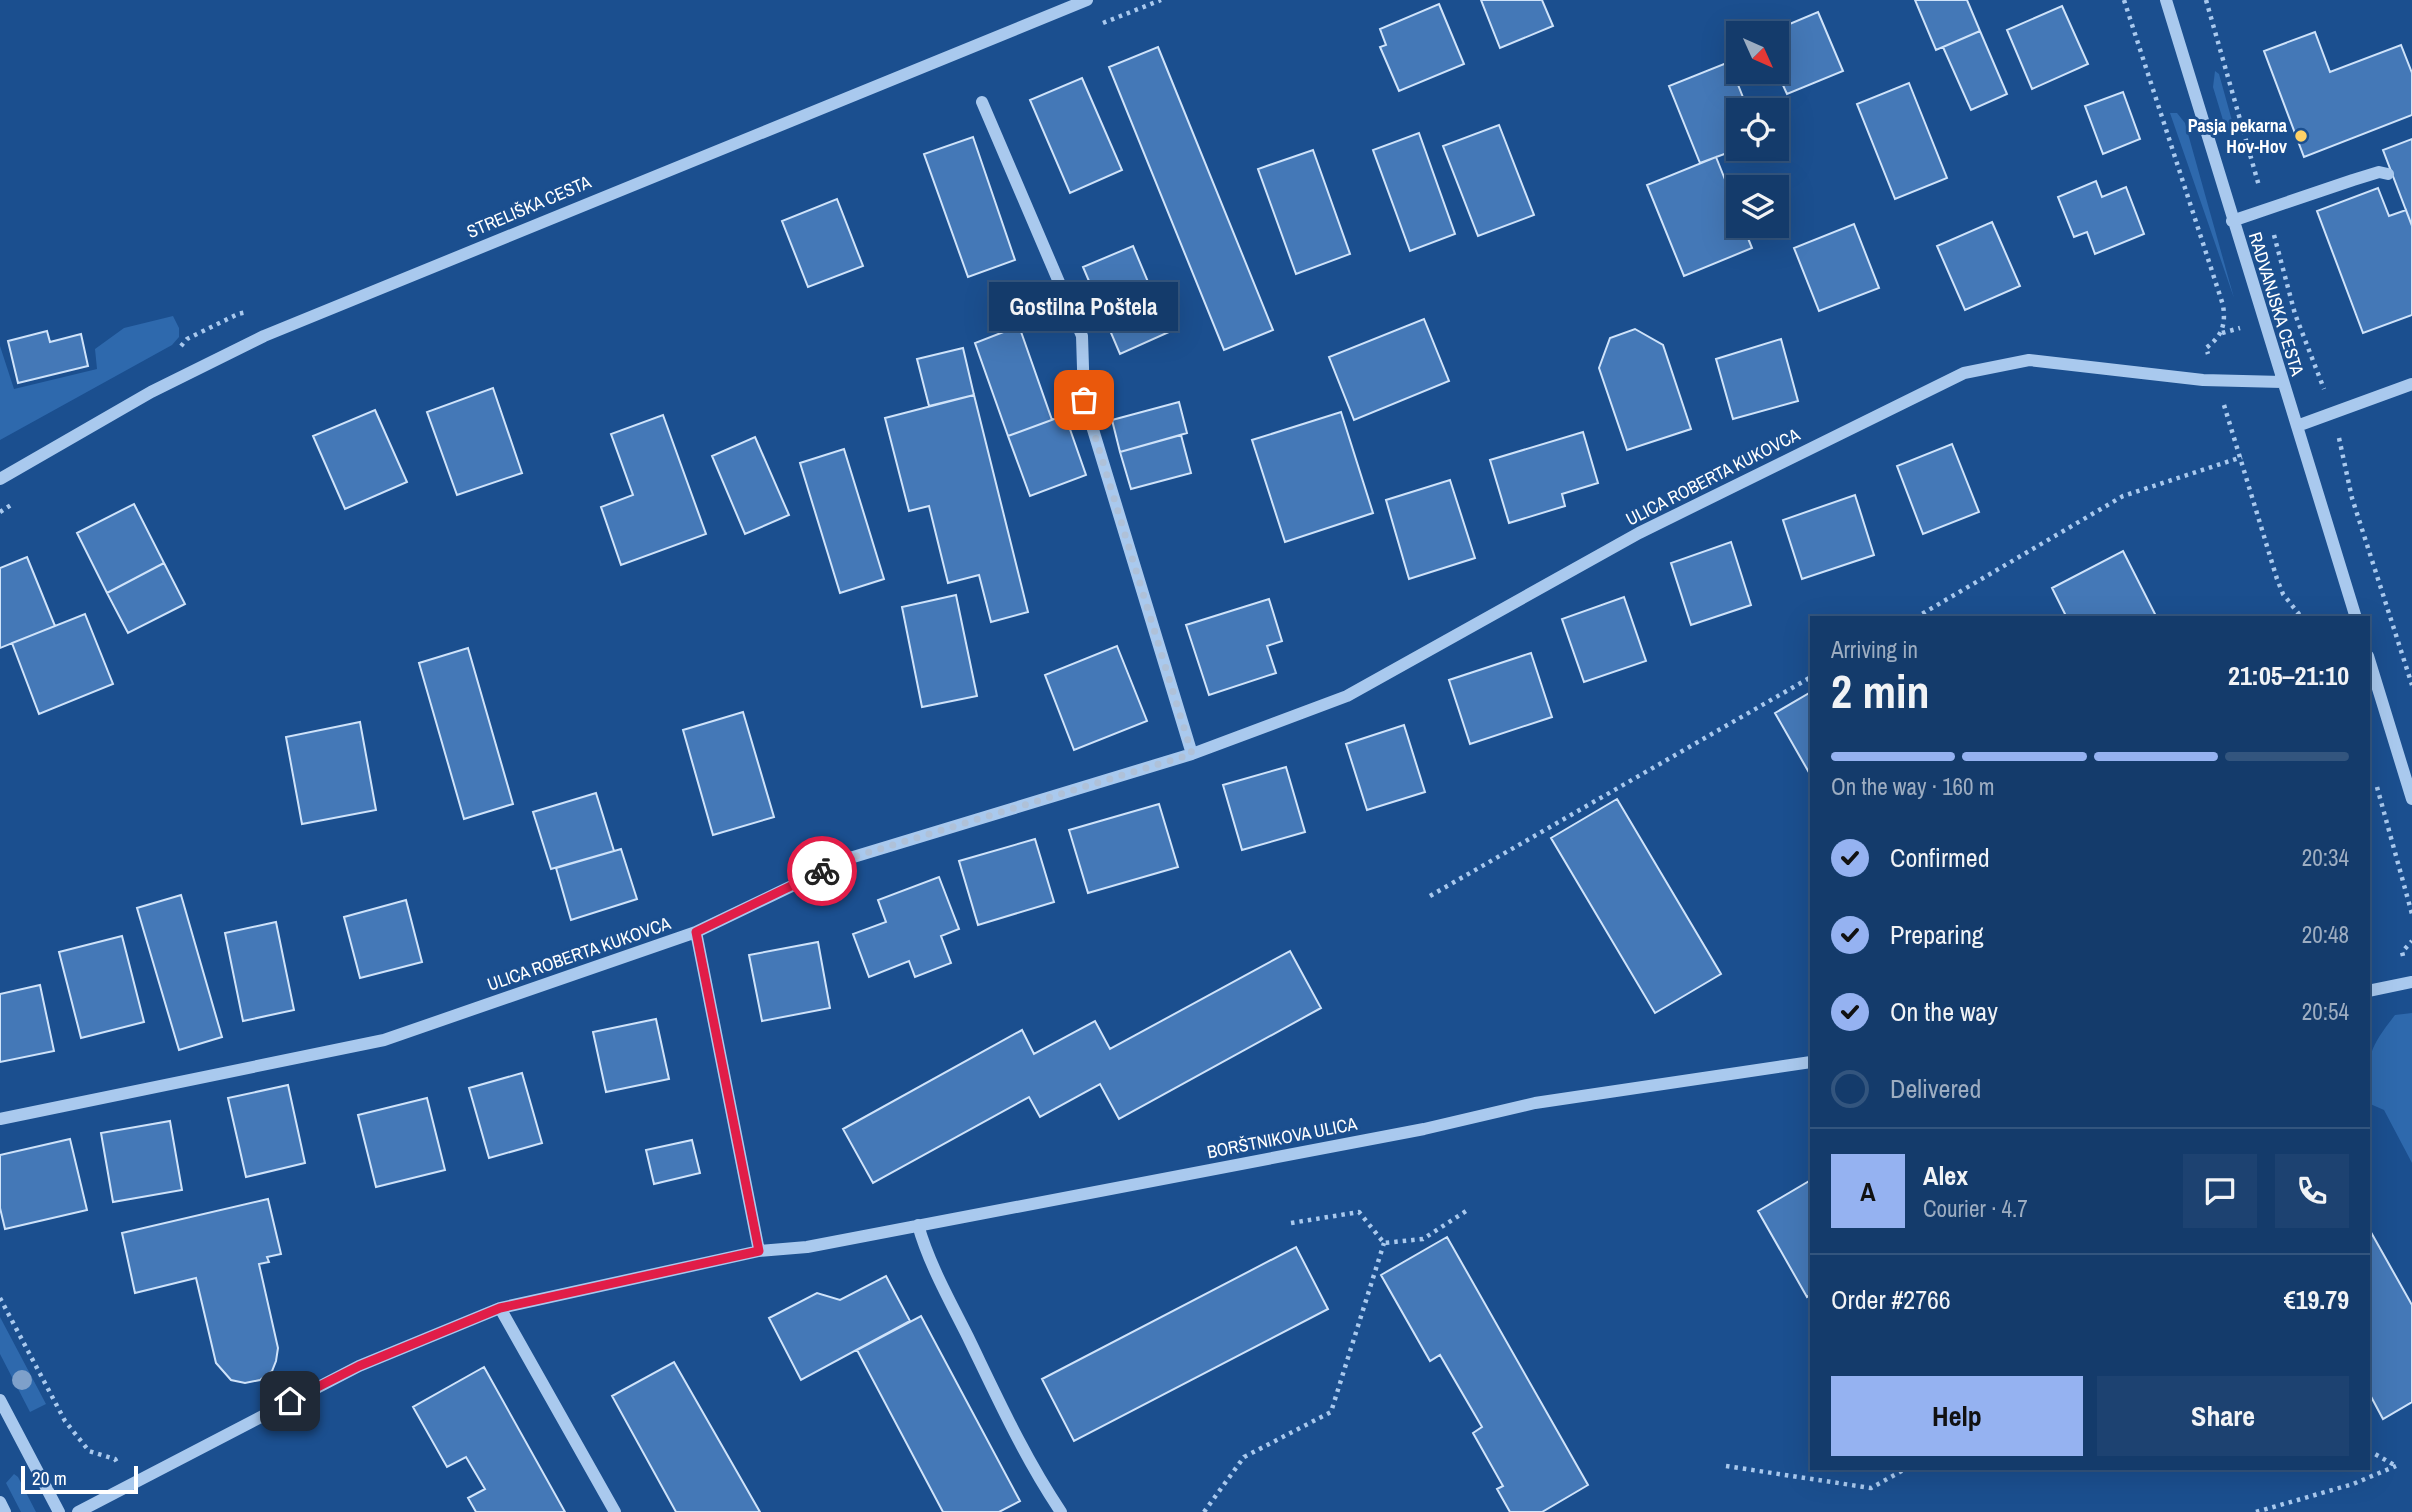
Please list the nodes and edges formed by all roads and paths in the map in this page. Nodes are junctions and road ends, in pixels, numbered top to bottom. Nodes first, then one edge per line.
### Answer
1 (1087, 0) edge
2 (2124, 0) edge
3 (2166, 0) edge
4 (2206, 0) edge
5 (982, 102) dead end
6 (2388, 174) dead end
7 (2258, 183) dead end
8 (2232, 221) junction
9 (2273, 232) dead end
10 (238, 314) dead end
11 (187, 339) dead end
12 (2216, 380) junction
13 (2282, 382) junction
14 (2412, 384) edge
15 (2333, 413) junction
16 (2297, 426) junction
17 (2242, 457) junction
18 (0, 479) edge
19 (22, 498) dead end
20 (0, 512) edge
21 (1918, 616) edge
22 (2301, 616) edge
23 (2355, 616) edge
24 (2370, 662) edge
25 (1810, 678) edge
26 (2412, 685) edge
27 (1192, 754) junction
28 (2375, 779) dead end
29 (2412, 799) edge
30 (1430, 896) dead end
31 (2412, 914) edge
32 (696, 932) junction
33 (2412, 941) edge
34 (2402, 952) dead end
35 (2412, 982) edge
36 (2370, 991) edge
37 (1810, 1062) edge
38 (0, 1119) edge
39 (1466, 1211) dead end
40 (1291, 1223) dead end
41 (918, 1225) junction
42 (1384, 1243) junction
43 (759, 1251) junction
44 (0, 1298) edge
45 (500, 1308) junction
46 (0, 1400) edge
47 (2370, 1451) edge
48 (1726, 1466) dead end
49 (1903, 1470) edge
50 (129, 1484) junction
51 (0, 1502) edge
52 (5, 1512) edge
53 (59, 1512) edge
54 (78, 1512) edge
55 (615, 1512) edge
56 (1061, 1512) edge
57 (1204, 1512) edge
58 (2256, 1512) edge

1 - 18 street, STRELIŠKA CESTA
2 - 12 path
3 - 8 street, RADVANJSKA CESTA
4 - 7 path
5 - 27 street
6 - 8 street
8 - 13 street, RADVANJSKA CESTA
9 - 15 path
10 - 11 path
12 - 13 street, ULICA ROBERTA KUKOVCA
12 - 17 path
12 - 27 street, ULICA ROBERTA KUKOVCA
13 - 16 street, RADVANJSKA CESTA
14 - 15 street
15 - 16 street
15 - 26 path
16 - 23 street, RADVANJSKA CESTA
17 - 21 path
17 - 22 path
19 - 20 path
24 - 29 street
25 - 30 path
27 - 32 street, ULICA ROBERTA KUKOVCA
28 - 31 path
32 - 38 street, ULICA ROBERTA KUKOVCA
32 - 43 street
33 - 34 path
35 - 36 street
37 - 41 street, BORŠTNIKOVA ULICA
39 - 42 path
40 - 42 path
41 - 43 street, BORŠTNIKOVA ULICA
41 - 56 street
42 - 57 path
43 - 45 street, BORŠTNIKOVA ULICA
44 - 50 path
45 - 50 street, BORŠTNIKOVA ULICA
45 - 55 street
46 - 53 street
47 - 58 path
48 - 49 path
50 - 54 street, BORŠTNIKOVA ULICA
51 - 52 street

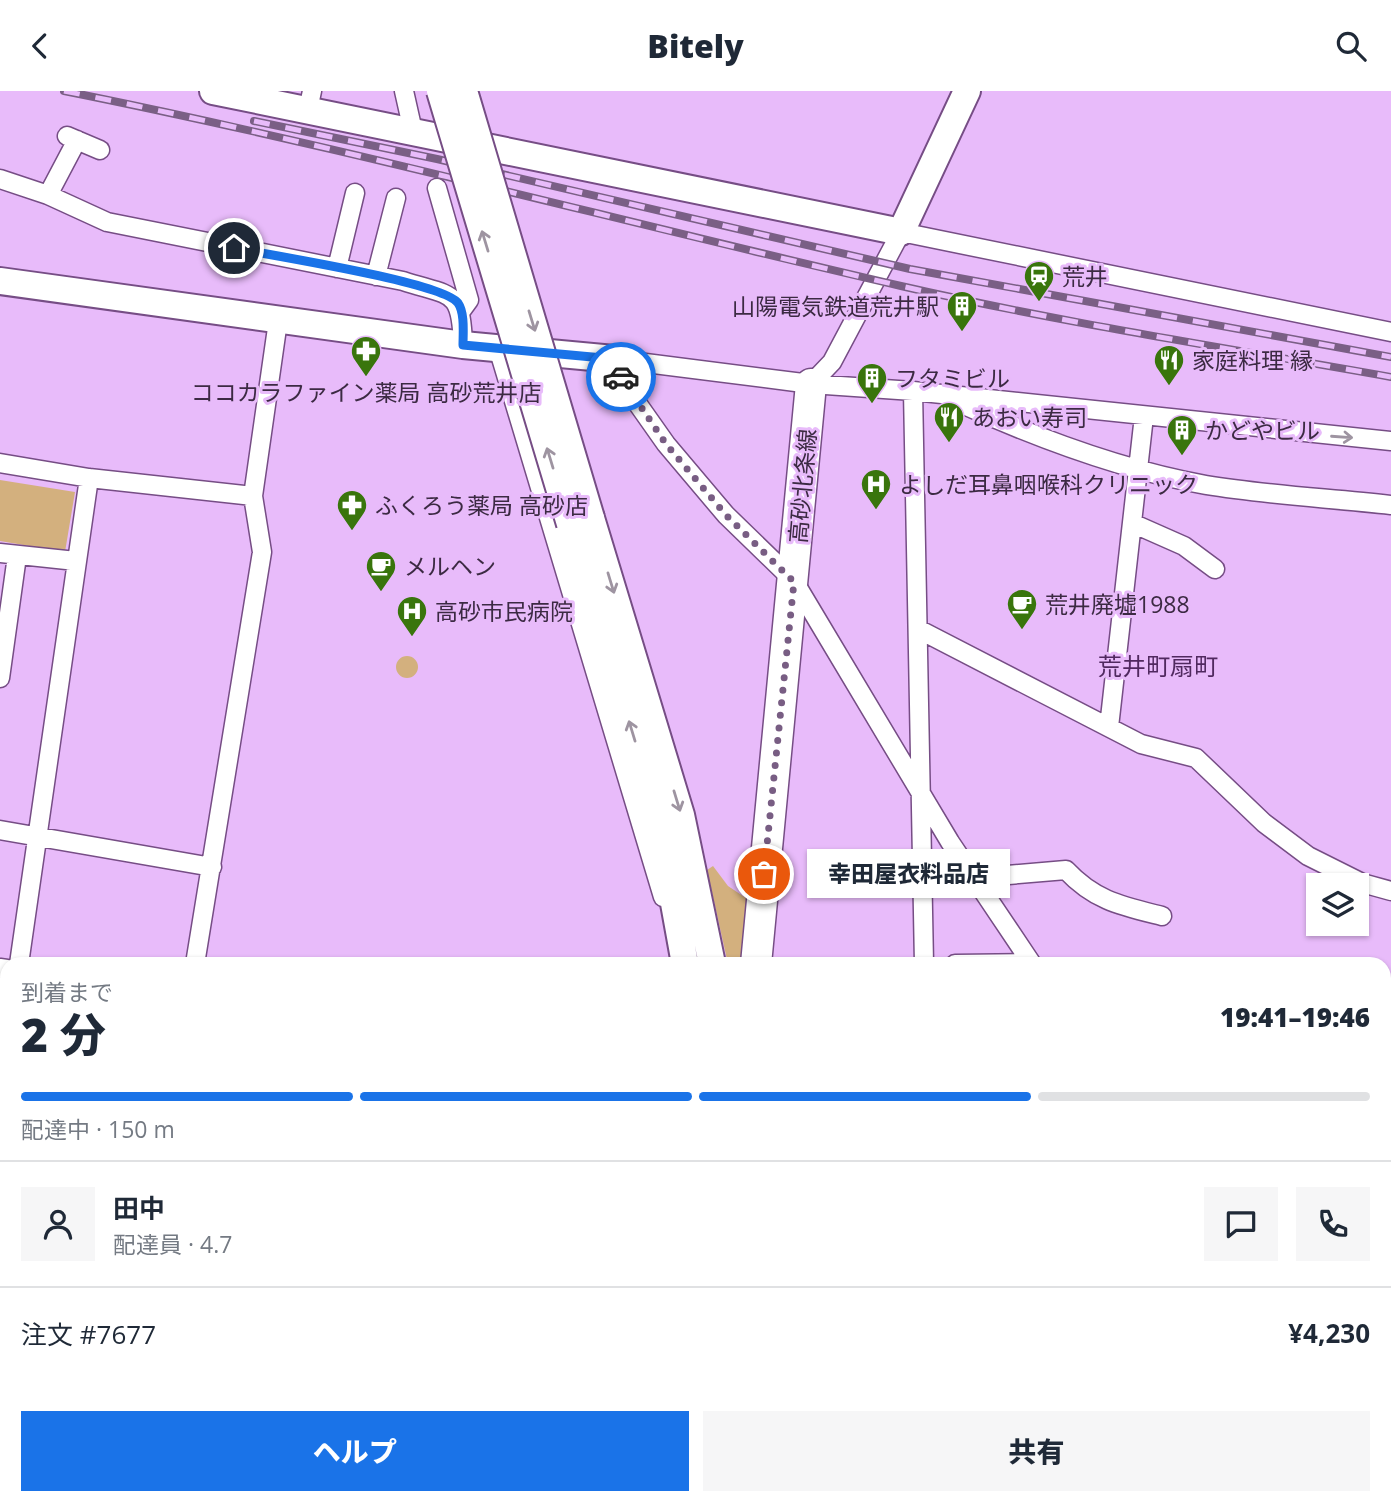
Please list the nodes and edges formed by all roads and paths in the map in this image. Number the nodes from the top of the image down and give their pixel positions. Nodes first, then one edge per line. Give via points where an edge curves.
┄┄┄┄┄┄┄┄┄┄
◆ **EXERCISE PROMPT**
Could you reproduce the entries verbatim, leaving out all pictures?

◆ **FINISHED TASK**
Please list the nodes and edges formed by all roads and paths in the map in this page. Nodes are junctions and road ends, in pixels, numbered top to bottom. Nodes first, then one edge per line.
### Answer
1 (1087, 0) edge
2 (2124, 0) edge
3 (2166, 0) edge
4 (2206, 0) edge
5 (982, 102) dead end
6 (2388, 174) dead end
7 (2258, 183) dead end
8 (2232, 221) junction
9 (2273, 232) dead end
10 (238, 314) dead end
11 (187, 339) dead end
12 (2216, 380) junction
13 (2282, 382) junction
14 (2412, 384) edge
15 (2333, 413) junction
16 (2297, 426) junction
17 (2242, 457) junction
18 (0, 479) edge
19 (22, 498) dead end
20 (0, 512) edge
21 (1918, 616) edge
22 (2301, 616) edge
23 (2355, 616) edge
24 (2370, 662) edge
25 (1810, 678) edge
26 (2412, 685) edge
27 (1192, 754) junction
28 (2375, 779) dead end
29 (2412, 799) edge
30 (1430, 896) dead end
31 (2412, 914) edge
32 (696, 932) junction
33 (2412, 941) edge
34 (2402, 952) dead end
35 (2412, 982) edge
36 (2370, 991) edge
37 (1810, 1062) edge
38 (0, 1119) edge
39 (1466, 1211) dead end
40 (1291, 1223) dead end
41 (918, 1225) junction
42 (1384, 1243) junction
43 (759, 1251) junction
44 (0, 1298) edge
45 (500, 1308) junction
46 (0, 1400) edge
47 (2370, 1451) edge
48 (1726, 1466) dead end
49 (1903, 1470) edge
50 (129, 1484) junction
51 (0, 1502) edge
52 (5, 1512) edge
53 (59, 1512) edge
54 (78, 1512) edge
55 (615, 1512) edge
56 (1061, 1512) edge
57 (1204, 1512) edge
58 (2256, 1512) edge

1 - 18 street, STRELIŠKA CESTA
2 - 12 path
3 - 8 street, RADVANJSKA CESTA
4 - 7 path
5 - 27 street
6 - 8 street
8 - 13 street, RADVANJSKA CESTA
9 - 15 path
10 - 11 path
12 - 13 street, ULICA ROBERTA KUKOVCA
12 - 17 path
12 - 27 street, ULICA ROBERTA KUKOVCA
13 - 16 street, RADVANJSKA CESTA
14 - 15 street
15 - 16 street
15 - 26 path
16 - 23 street, RADVANJSKA CESTA
17 - 21 path
17 - 22 path
19 - 20 path
24 - 29 street
25 - 30 path
27 - 32 street, ULICA ROBERTA KUKOVCA
28 - 31 path
32 - 38 street, ULICA ROBERTA KUKOVCA
32 - 43 street
33 - 34 path
35 - 36 street
37 - 41 street, BORŠTNIKOVA ULICA
39 - 42 path
40 - 42 path
41 - 43 street, BORŠTNIKOVA ULICA
41 - 56 street
42 - 57 path
43 - 45 street, BORŠTNIKOVA ULICA
44 - 50 path
45 - 50 street, BORŠTNIKOVA ULICA
45 - 55 street
46 - 53 street
47 - 58 path
48 - 49 path
50 - 54 street, BORŠTNIKOVA ULICA
51 - 52 street

Please list the nodes and edges formed by all roads and paths in the map in this image. Number the nodes from the top of the image down and give their pixel positions. Nodes first, then one edge per line. Give via points where an edge curves.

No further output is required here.